*** Opening of TASK INPUT ***
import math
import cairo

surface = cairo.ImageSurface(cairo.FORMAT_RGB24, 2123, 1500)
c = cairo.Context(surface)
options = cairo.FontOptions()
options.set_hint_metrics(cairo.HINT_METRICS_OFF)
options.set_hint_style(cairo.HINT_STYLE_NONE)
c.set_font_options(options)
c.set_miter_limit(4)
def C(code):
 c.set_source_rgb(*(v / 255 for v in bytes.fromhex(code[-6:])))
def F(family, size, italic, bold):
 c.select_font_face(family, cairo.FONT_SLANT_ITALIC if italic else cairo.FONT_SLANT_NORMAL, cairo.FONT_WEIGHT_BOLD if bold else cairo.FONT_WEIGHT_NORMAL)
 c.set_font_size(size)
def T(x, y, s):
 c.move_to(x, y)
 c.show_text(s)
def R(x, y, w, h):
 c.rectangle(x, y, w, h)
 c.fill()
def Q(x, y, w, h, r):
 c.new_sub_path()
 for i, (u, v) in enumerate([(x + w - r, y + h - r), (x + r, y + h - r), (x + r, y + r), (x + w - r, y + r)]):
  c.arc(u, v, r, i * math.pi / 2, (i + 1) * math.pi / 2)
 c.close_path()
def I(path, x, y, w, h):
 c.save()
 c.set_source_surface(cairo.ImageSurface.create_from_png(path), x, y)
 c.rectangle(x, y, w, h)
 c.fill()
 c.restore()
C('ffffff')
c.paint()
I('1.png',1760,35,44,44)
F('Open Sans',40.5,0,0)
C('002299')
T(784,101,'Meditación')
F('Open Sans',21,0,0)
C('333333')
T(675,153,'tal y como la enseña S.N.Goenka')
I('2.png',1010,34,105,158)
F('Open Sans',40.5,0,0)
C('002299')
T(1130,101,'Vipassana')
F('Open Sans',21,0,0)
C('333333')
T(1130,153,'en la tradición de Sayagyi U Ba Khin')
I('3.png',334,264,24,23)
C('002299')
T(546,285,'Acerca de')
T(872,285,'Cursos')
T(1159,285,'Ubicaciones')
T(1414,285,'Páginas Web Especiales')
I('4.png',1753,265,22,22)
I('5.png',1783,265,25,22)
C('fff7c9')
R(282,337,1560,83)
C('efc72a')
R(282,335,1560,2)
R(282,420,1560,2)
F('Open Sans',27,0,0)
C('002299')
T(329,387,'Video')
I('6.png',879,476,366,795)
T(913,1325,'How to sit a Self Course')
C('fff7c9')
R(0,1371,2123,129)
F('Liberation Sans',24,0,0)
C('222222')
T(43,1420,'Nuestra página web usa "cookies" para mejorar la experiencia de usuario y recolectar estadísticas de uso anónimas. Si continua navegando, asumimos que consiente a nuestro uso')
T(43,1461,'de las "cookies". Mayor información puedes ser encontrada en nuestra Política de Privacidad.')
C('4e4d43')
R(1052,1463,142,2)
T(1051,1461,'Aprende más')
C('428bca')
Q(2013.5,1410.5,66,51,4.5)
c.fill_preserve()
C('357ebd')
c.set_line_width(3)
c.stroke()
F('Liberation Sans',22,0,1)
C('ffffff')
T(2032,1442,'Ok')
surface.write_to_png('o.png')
*** Close of TASK INPUT ***
> **TASK TO COMPLETE**
Please reproduce, exactly as they appear above, the lines from the line containing "c.select_font_face(family, cairo.FONT_SLANT_ITALIC if" up to and including the line containing "c.restore()".

> **EXERCISE ANSWER**
 c.select_font_face(family, cairo.FONT_SLANT_ITALIC if italic else cairo.FONT_SLANT_NORMAL, cairo.FONT_WEIGHT_BOLD if bold else cairo.FONT_WEIGHT_NORMAL)
 c.set_font_size(size)
def T(x, y, s):
 c.move_to(x, y)
 c.show_text(s)
def R(x, y, w, h):
 c.rectangle(x, y, w, h)
 c.fill()
def Q(x, y, w, h, r):
 c.new_sub_path()
 for i, (u, v) in enumerate([(x + w - r, y + h - r), (x + r, y + h - r), (x + r, y + r), (x + w - r, y + r)]):
  c.arc(u, v, r, i * math.pi / 2, (i + 1) * math.pi / 2)
 c.close_path()
def I(path, x, y, w, h):
 c.save()
 c.set_source_surface(cairo.ImageSurface.create_from_png(path), x, y)
 c.rectangle(x, y, w, h)
 c.fill()
 c.restore()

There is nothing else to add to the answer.